There are a few signs of stepped up security in Thailand's capital in recent days; the occasional armed soldier or security guard checking handbags at an entrance to the city's subway system, and clear plastic bags where there once were sturdy public trash bins.
Government officials say there are additional security measures throughout the city, including some that members of the public are not meant to notice.
"The army has now put in personnel into over 300 locations around the metropolis to keep check on various movements," said Yongyuth Mayalarp, a spokesman for the Thai government. "The army, as well as the police, are in full scale operation at the moment, looking after all the areas, in uniforms and out of uniforms."
In addition to plain-clothes security forces, the government is also planning to install 1,000 closed-circuit television cameras.
Security is going to be even tighter in the capital Saturday, January 13, for the annual Children's Day celebrations. It will be the city's first large-scale event since New Year's Eve. Tens of thousands of people are expected to attend the festivities in Bangkok.
Government buildings will be open to the public.

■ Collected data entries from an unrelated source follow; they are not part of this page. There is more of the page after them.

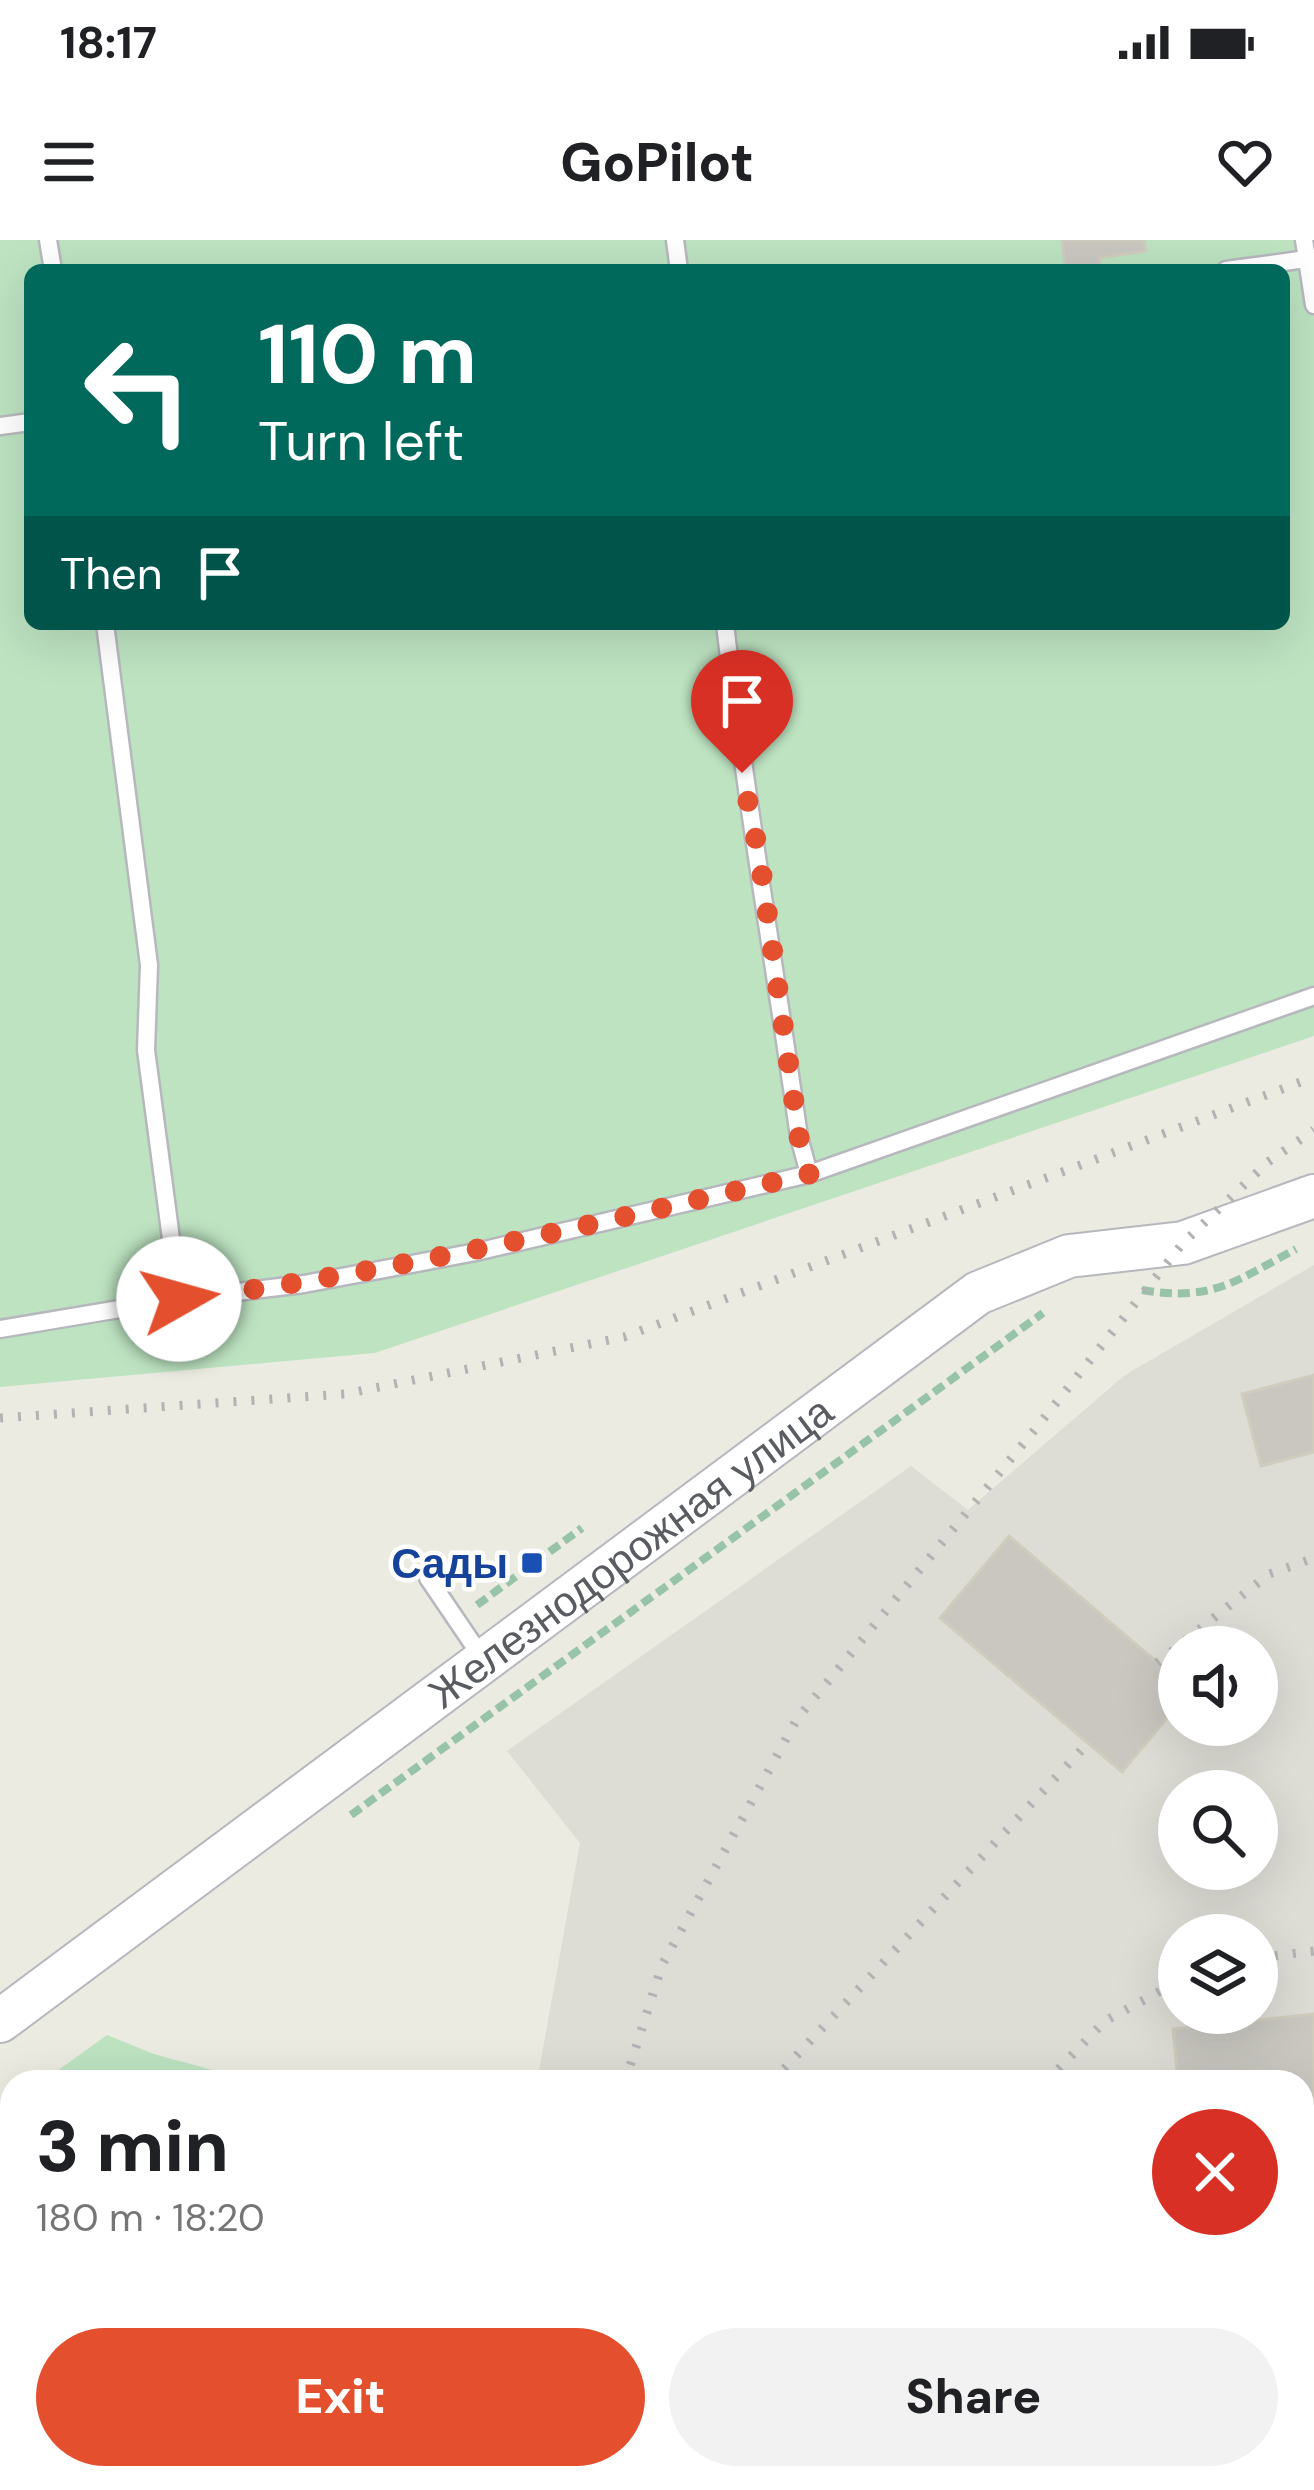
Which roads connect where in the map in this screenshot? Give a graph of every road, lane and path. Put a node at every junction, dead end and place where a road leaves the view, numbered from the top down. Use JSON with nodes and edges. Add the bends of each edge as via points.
{"nodes":[{"id":1,"x":1304,"y":240,"type":"edge"},
{"id":2,"x":1310,"y":259,"type":"edge"},
{"id":3,"x":1272,"y":264,"type":"edge"},
{"id":4,"x":1314,"y":305,"type":"edge"},
{"id":5,"x":106,"y":630,"type":"edge"},
{"id":6,"x":726,"y":630,"type":"edge"},
{"id":7,"x":1314,"y":996,"type":"edge"},
{"id":8,"x":809,"y":1174,"type":"junction"},
{"id":9,"x":1314,"y":1196,"type":"edge"},
{"id":10,"x":1314,"y":1239,"type":"edge"},
{"id":11,"x":1132,"y":1288,"type":"dead end"},
{"id":12,"x":179,"y":1299,"type":"junction"},
{"id":13,"x":1052,"y":1306,"type":"dead end"},
{"id":14,"x":0,"y":1329,"type":"edge"},
{"id":15,"x":583,"y":1528,"type":"dead end"},
{"id":16,"x":428,"y":1578,"type":"dead end"},
{"id":17,"x":456,"y":1620,"type":"junction"},
{"id":18,"x":483,"y":1660,"type":"junction"},
{"id":19,"x":348,"y":1818,"type":"dead end"},
{"id":20,"x":0,"y":2021,"type":"edge"}],
"edges":[{"from":1,"to":2,"type":"lane"},
{"from":2,"to":3,"type":"lane"},
{"from":2,"to":4,"type":"lane"},
{"from":5,"to":12,"type":"lane","via":[[149,965],[146,1050]]},
{"from":6,"to":8,"type":"lane"},
{"from":7,"to":8,"type":"lane"},
{"from":8,"to":12,"type":"lane","via":[[476,1252]]},
{"from":9,"to":18,"type":"street","name":"Железнодорожная улица","via":[[1183,1243],[1070,1256],[978,1293]]},
{"from":10,"to":11,"type":"path","via":[[1223,1288],[1184,1297]]},
{"from":12,"to":14,"type":"lane"},
{"from":13,"to":19,"type":"path"},
{"from":15,"to":17,"type":"path"},
{"from":16,"to":17,"type":"lane"},
{"from":17,"to":18,"type":"lane"},
{"from":18,"to":20,"type":"street","name":"Железнодорожная улица"}]}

But a Ministry of Education event will be held in a large fairground in central Bangkok and Yongyuth explains extra security measures will be in place.
"The Ministry of Education is arranging to have the equipment to detect explosive devices to be installed at entrances, and requesting families and children to enter the premises without carrying rucksacks or anything that may be difficult to inspect," he said.
Meanwhile, the military government of Thailand is asserting greater control over the country since it took power in a coup in September. It has canceled the diplomatic passports of deposed prime minister Thaksin Shinawatra and his wife.
It has again told local media to censor its reporting. The latest warnings insist Thai media should not report on the movements or statements made by the now-exiled Thaksin.